According to the Center on Juvenile and Criminal Justice (CJCJ), the arrest rate for all offenses in California sank by 40% from 1990 to 2008, with arrests for rape and murder falling by more than 60% each.
Drug possession arrests for everything but marijuana collectively fell by nearly 30% in the same period. Meanwhile, arrests for marijuana possession have skyrocketed -- up 127%. This rise in marijuana arrests is the ultimate outlier.
(Excerpt) Read more at latimes.com ...
It was the Democrats who first proposed making recreational drugs illegal in order to be able to arrest more blacks and put them on their prison plantations. Then it was FDR and his Congress who made the current anti-drug laws when the first was struck down as unconstitutional. And it was Rats who came up with RICO.
Rats: looking to imprison a large part of the population since 1865.
It’s not too complicated. Subject the wrong people to the wrong side of the drug laws, and pretty soon you won’t have a Drug War to play around with anymore:
Here’s an oldie but goodie from 2000:
FEDS TURN UP THEIR NOSES AT WHITE-COLLAR COKEHEADS
Hundreds of yuppie cokeheads snared by a sting - including doctors, lawyers and professors - are getting off because prosecutors say they’re “genteel users” who can manage their habits, sources told The Post. “The attitude seems to be, these are not snot-dripping junkies on someone’s doorstep, these people are more acceptable, so [federal prosecutors] are uncomfortable locking them up,” said a source familiar with the decision.
Law-enforcement sources say U.S. Attorney Mary Jo White has chosen not to prosecute any of the white-collar powder purchasers caught in a massive home-delivery cocaine sting nearly a year ago. Sources have estimated the number of buyers between several hundred and 2,000-plus.
More than a half-dozen dealers have been busted, and most have pleaded guilty in the case. But no buyers have been charged.
The head of the Drug Enforcement Administration’s office in New York, Lewis Rice, has lobbied hard for buyer arrests. But White has firmly rebuffed him, sources said.
“Rice said, ‘Just give me 100 people, to make a point that this is a real crime with consequences,’” said one fed.
Prosecutors are contemplating sending stern letters to the suspects warning them to keep their noses clean.
“These losers are buying drugs and they get an angry letter and a free ride?” scoffed one official. “It’s unbelievable.”
When White announced the dealers’ arrests a year ago, she said the livery-cab operation made buying cocaine “as easy to order as a pizza.”And some close to the case argue it would be almost as easy to prosecute many of the buyers.
“These people are caught on wiretaps, on videotape, on phone records,” a source said. “Nothing’s happening.”

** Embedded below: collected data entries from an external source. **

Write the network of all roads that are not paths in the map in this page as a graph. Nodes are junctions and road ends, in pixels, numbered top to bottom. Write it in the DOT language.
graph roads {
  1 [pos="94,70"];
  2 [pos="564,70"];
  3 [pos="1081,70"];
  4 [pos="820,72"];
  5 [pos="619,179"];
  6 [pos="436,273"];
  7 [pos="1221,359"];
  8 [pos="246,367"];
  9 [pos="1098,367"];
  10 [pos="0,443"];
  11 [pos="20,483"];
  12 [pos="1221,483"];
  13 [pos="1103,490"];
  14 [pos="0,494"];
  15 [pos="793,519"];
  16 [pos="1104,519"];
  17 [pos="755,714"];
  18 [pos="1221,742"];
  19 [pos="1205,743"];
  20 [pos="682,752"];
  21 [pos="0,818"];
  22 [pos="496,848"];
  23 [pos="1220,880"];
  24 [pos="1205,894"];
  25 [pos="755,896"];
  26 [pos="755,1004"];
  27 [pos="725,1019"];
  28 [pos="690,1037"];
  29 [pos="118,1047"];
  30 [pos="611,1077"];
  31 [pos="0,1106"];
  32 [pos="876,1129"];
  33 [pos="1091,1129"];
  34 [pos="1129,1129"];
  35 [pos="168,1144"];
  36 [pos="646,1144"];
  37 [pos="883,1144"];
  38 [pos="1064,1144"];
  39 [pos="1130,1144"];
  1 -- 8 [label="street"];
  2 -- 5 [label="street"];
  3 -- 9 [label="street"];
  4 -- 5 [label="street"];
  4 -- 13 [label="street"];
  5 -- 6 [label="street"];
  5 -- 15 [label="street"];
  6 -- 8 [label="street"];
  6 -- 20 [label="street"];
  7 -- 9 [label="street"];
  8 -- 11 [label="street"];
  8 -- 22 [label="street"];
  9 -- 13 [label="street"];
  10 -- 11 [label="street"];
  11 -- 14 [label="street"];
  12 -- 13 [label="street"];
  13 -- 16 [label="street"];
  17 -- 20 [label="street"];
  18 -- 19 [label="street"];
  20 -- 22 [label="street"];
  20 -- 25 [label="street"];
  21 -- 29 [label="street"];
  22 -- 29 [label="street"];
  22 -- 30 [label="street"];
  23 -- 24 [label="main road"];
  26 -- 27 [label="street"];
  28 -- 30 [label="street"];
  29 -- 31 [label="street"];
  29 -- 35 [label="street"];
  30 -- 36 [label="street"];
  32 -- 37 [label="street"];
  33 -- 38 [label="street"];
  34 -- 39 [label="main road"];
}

“We can’t comment on any specific investigation,” said White’s spokesman Marvin Smilon. “However, the focus of federal drug prosecutions is on importers, dealers and distributors. Very rarely is any buyer or user charged federally.”
DEA agents spent a year building the case by observing a bogus livery-cab service run out of a Queens apartment by Jose Fernandez, who pleaded guilty in November.
Investigators found that the ring took phone orders for cocaine that drivers would deliver to customers - many of them at Wall Street banks, white-shoe law firms and swank Manhattan addresses, according to court documents.
Sources say that since the dealers’ arrests, many of the buyers have hired lawyers who have bombarded officials with phone calls, insisting their clients not be charged in the case.
Other law-enforcement officials said they were surprised by White’s decision, especially since the NYPD regularly busts buyers in undercover operations.
“So, basically this means that if you buy loose joints in Washington Square Park, you’re going to get charged, but if you are a regular cocaine customer, you don’t,” one said
Real headline: ‘blacks use more drugs’.. And commit murder, both per capita.
Better legalize em all, to be fair.
Don’t do the crime if you can’t do the time.........Baretta
The racism is exercised by those who chose to ignore sociatal laws simply because they are ‘whitey’ laws. The black resolutionary theology really did a number on Americans that happened to be black.
LAT leftists promote legalized dope by playing the race card.
What a surprise.
This has me wondering if some "genteel users" really can manage their habits, as opposed to being led inexorably down the road to random theft, murder, and so on.
If they can manage their habits, then the drug may not be (as) demonic as portrayed.
Free will trumps addiction? If it does, then there goes the main justification for the "War on Drugs".